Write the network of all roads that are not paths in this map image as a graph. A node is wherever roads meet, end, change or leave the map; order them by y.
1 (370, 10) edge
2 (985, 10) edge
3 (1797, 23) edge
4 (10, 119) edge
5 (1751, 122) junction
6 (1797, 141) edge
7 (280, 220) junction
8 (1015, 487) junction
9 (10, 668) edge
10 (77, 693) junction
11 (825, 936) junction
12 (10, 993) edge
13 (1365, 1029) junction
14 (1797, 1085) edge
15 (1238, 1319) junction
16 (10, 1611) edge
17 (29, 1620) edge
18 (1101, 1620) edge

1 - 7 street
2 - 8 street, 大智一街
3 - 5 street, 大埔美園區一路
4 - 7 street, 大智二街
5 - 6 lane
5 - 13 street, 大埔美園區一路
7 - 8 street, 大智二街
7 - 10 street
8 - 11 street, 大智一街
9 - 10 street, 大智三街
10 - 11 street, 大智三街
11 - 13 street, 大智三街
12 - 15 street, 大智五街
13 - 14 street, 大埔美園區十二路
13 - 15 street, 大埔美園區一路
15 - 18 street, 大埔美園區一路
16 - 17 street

What is required: Copy the material above, line for line.

Answer box:
Write the network of all roads that are not paths in this map image as a graph. A node is wherever roads meet, end, change or leave the map; order them by y.
1 (370, 10) edge
2 (985, 10) edge
3 (1797, 23) edge
4 (10, 119) edge
5 (1751, 122) junction
6 (1797, 141) edge
7 (280, 220) junction
8 (1015, 487) junction
9 (10, 668) edge
10 (77, 693) junction
11 (825, 936) junction
12 (10, 993) edge
13 (1365, 1029) junction
14 (1797, 1085) edge
15 (1238, 1319) junction
16 (10, 1611) edge
17 (29, 1620) edge
18 (1101, 1620) edge

1 - 7 street
2 - 8 street, 大智一街
3 - 5 street, 大埔美園區一路
4 - 7 street, 大智二街
5 - 6 lane
5 - 13 street, 大埔美園區一路
7 - 8 street, 大智二街
7 - 10 street
8 - 11 street, 大智一街
9 - 10 street, 大智三街
10 - 11 street, 大智三街
11 - 13 street, 大智三街
12 - 15 street, 大智五街
13 - 14 street, 大埔美園區十二路
13 - 15 street, 大埔美園區一路
15 - 18 street, 大埔美園區一路
16 - 17 street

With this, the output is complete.